• _Available data_
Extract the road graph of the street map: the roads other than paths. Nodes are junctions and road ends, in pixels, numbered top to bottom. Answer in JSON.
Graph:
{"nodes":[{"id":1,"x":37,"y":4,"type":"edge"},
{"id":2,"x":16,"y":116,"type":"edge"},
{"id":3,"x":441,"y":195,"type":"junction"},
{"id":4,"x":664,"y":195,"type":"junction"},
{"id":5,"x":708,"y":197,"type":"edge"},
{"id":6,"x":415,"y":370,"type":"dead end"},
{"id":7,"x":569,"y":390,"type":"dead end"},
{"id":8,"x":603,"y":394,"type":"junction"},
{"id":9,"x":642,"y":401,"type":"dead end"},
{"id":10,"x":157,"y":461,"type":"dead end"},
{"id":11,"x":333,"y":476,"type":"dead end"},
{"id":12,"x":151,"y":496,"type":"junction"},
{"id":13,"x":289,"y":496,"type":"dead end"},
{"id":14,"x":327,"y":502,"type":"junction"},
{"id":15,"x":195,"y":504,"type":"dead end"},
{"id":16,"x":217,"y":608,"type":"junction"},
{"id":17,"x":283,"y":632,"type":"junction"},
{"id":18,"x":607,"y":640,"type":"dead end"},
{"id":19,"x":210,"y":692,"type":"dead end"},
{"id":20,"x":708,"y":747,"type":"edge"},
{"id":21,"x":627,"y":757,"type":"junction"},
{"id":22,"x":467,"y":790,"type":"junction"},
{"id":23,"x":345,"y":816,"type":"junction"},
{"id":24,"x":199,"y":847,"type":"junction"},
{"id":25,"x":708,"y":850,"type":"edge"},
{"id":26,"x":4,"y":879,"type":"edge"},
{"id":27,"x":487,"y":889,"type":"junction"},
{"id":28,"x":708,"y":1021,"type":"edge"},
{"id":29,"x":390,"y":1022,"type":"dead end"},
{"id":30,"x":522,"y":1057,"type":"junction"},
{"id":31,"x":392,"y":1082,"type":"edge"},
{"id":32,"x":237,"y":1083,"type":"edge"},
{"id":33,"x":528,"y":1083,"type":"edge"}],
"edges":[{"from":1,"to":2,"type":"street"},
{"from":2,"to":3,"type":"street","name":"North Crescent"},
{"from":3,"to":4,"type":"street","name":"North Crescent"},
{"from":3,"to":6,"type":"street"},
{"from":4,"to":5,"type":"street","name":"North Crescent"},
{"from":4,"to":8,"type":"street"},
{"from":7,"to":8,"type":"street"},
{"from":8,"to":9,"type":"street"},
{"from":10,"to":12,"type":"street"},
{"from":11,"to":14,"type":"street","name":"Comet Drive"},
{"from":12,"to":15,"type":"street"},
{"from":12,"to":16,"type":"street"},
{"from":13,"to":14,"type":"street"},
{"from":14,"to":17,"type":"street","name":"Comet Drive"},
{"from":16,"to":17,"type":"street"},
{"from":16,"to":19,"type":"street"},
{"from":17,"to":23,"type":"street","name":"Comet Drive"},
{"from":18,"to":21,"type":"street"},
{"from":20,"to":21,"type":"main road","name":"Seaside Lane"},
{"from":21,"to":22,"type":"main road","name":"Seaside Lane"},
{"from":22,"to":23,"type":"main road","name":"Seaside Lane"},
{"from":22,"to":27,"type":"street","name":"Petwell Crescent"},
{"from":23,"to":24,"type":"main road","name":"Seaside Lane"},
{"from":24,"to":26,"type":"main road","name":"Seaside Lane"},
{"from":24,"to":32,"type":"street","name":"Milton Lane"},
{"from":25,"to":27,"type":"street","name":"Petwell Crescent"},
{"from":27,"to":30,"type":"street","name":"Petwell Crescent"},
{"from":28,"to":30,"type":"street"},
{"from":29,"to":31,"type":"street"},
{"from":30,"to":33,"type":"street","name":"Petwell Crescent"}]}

• _Work item_
What number of lines in the listing contain the word "North"? Supply the number with no accompanying text.

• _Task answer_
3